**EXERCISE INSTRUCTIONS**
Pull every line containing "with" from the entries.
##### DATA FOR THIS EXERCISE #####
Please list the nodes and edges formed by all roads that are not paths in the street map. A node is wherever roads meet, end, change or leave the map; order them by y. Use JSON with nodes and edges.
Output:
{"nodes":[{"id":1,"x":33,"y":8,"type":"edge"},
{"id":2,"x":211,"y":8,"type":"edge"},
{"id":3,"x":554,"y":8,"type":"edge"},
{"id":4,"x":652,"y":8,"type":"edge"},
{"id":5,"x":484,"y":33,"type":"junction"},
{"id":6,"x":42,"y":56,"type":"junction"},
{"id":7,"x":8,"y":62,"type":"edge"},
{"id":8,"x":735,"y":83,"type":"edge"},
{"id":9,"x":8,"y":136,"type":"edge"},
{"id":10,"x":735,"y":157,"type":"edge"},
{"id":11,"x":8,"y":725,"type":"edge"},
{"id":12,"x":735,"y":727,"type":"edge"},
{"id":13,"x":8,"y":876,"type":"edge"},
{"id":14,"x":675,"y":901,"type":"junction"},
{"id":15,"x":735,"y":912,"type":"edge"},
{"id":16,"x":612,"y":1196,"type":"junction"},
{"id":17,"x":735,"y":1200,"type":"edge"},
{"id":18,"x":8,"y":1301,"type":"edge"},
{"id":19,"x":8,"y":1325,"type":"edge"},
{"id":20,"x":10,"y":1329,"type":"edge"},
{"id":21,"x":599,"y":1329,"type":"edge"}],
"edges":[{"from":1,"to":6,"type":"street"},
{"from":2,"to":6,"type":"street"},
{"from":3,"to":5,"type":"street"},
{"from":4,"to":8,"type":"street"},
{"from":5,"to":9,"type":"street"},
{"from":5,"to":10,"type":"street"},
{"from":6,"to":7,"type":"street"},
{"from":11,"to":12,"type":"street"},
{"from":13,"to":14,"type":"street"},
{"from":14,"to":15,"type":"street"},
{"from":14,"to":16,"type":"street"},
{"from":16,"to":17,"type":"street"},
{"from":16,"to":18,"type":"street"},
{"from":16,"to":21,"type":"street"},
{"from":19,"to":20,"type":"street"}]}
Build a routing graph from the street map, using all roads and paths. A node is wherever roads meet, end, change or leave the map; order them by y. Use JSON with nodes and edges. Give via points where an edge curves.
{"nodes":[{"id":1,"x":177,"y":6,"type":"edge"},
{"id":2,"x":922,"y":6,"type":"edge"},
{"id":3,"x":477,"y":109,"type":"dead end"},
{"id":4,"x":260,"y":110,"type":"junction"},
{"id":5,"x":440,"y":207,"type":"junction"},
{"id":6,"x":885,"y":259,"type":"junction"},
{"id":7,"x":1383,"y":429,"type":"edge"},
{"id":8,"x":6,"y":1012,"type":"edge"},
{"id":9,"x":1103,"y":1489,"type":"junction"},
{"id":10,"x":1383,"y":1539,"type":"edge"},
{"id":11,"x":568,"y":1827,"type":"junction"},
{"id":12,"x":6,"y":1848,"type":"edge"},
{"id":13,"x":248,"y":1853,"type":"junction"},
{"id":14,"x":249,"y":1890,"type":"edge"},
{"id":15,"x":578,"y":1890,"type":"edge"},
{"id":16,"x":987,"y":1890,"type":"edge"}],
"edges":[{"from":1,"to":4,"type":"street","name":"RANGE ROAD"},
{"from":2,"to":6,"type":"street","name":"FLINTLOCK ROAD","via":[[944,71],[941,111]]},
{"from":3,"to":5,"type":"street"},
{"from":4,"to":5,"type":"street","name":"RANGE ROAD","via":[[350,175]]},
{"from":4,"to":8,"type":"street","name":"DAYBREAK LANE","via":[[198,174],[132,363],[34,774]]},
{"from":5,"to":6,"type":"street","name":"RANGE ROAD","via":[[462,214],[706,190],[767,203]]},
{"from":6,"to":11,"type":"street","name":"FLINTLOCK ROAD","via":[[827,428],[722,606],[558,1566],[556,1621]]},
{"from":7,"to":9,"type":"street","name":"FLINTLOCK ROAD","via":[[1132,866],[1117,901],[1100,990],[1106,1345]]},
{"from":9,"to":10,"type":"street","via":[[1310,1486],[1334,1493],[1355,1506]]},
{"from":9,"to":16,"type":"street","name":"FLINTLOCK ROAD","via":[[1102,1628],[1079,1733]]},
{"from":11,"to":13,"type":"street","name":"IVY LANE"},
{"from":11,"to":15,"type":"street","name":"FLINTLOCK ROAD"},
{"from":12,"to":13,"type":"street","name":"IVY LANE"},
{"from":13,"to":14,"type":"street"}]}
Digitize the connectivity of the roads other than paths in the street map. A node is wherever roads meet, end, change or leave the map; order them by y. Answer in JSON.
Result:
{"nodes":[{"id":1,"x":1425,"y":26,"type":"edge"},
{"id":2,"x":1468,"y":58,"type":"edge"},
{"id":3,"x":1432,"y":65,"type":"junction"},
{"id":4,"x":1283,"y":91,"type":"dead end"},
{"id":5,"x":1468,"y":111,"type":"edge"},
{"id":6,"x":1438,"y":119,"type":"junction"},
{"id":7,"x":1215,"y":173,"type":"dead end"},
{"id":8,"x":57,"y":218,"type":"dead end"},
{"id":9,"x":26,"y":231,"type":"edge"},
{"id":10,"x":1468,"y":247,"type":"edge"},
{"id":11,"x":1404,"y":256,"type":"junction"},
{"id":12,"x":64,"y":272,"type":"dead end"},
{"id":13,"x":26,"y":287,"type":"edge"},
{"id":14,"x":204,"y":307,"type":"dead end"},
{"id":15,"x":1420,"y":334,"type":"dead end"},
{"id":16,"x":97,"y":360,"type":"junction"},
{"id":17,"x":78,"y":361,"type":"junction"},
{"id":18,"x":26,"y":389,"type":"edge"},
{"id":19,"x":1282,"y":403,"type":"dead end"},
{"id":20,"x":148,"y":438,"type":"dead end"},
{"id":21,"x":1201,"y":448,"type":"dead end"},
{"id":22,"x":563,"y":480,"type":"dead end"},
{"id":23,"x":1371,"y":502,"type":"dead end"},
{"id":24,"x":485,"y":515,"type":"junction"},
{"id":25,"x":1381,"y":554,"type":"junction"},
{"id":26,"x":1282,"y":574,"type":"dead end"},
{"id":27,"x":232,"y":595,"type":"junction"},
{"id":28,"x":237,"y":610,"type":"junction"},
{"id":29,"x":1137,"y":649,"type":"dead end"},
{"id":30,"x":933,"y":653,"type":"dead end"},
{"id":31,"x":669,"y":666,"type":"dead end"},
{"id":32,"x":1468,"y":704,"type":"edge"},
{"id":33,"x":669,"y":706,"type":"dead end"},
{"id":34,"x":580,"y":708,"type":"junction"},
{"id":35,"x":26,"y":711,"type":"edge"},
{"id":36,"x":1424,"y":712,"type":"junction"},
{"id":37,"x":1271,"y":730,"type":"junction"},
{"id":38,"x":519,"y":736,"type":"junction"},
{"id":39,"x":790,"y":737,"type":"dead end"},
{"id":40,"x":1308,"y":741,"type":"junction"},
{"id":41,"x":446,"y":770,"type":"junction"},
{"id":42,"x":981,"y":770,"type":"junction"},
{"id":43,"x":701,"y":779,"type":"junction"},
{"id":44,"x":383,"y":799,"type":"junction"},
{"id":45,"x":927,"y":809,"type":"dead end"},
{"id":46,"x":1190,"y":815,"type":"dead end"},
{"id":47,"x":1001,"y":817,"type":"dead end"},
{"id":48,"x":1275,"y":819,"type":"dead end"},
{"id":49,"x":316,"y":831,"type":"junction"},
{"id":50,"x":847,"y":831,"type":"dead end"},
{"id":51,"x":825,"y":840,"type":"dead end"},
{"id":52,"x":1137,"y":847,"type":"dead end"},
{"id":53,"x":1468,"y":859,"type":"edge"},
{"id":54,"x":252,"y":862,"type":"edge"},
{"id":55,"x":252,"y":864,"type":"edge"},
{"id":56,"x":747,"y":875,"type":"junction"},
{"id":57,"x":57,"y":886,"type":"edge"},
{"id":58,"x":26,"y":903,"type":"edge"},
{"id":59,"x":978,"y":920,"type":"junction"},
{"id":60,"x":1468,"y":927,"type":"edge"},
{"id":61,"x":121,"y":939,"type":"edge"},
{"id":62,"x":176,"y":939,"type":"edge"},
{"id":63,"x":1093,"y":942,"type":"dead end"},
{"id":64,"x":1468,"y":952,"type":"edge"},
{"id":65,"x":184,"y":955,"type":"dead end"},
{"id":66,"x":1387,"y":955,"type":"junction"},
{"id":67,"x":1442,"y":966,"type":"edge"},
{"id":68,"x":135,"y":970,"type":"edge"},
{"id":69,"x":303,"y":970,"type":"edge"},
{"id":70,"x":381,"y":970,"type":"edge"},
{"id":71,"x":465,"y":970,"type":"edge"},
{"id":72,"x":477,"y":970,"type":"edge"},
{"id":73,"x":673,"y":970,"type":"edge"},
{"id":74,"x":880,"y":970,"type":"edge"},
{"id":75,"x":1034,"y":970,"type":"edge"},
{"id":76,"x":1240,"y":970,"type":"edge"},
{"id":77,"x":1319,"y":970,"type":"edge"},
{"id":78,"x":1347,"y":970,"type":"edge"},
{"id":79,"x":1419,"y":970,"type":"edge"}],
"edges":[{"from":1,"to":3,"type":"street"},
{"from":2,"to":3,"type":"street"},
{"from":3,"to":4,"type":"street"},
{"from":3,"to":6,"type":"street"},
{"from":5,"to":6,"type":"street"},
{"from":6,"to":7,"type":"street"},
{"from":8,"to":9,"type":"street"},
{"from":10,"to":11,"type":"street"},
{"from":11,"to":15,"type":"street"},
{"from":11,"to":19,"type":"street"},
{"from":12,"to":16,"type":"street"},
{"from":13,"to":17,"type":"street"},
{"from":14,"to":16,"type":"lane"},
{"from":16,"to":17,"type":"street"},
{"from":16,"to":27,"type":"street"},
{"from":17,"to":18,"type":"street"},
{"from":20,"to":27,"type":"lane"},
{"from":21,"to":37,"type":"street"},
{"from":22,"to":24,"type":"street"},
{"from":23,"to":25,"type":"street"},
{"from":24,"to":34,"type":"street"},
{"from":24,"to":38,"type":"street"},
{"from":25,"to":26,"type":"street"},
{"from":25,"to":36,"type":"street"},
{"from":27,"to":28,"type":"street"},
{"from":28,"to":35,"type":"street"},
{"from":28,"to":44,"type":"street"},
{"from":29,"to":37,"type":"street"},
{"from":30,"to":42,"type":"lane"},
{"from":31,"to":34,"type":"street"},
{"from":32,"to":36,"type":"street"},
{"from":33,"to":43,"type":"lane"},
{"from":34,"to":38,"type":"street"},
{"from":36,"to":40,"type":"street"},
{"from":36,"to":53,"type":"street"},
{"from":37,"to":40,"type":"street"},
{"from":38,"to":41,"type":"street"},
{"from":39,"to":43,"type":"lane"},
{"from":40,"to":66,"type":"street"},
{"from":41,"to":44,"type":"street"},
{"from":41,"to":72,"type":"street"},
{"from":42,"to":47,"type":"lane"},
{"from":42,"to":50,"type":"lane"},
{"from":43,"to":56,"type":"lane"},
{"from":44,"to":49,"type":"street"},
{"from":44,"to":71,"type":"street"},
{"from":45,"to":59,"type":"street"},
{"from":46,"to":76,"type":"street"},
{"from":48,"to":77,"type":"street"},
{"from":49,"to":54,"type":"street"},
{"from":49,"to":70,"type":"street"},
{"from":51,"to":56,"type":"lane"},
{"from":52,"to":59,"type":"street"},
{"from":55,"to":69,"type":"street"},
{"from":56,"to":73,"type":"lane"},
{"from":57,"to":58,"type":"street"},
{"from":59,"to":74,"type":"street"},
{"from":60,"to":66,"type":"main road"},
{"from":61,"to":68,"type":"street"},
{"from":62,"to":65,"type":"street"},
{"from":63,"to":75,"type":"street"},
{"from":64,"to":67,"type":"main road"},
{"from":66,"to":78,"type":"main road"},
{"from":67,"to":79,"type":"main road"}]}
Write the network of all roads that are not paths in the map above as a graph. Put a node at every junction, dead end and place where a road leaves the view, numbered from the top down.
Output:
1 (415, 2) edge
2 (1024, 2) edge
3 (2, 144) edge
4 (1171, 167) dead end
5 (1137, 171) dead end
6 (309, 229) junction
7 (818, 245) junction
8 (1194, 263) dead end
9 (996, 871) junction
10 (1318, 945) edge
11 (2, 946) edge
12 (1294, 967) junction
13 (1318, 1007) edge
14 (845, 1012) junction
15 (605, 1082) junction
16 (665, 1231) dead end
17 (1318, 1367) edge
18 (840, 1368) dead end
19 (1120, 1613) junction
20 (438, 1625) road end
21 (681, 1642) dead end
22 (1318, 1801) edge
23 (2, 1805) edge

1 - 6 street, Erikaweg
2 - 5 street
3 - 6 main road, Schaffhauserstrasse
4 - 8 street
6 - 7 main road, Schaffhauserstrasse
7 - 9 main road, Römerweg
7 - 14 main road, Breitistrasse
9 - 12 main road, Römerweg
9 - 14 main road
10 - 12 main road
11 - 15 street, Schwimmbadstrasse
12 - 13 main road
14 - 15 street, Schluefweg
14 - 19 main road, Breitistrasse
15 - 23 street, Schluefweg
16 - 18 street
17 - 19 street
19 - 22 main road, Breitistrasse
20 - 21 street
#####
**ANSWER BELOW**
Please list the nodes and edges formed by all roads that are not paths in the street map. A node is wherever roads meet, end, change or leave the map; order them by y. Use JSON with nodes and edges.
Build a routing graph from the street map, using all roads and paths. A node is wherever roads meet, end, change or leave the map; order them by y. Use JSON with nodes and edges. Give via points where an edge curves.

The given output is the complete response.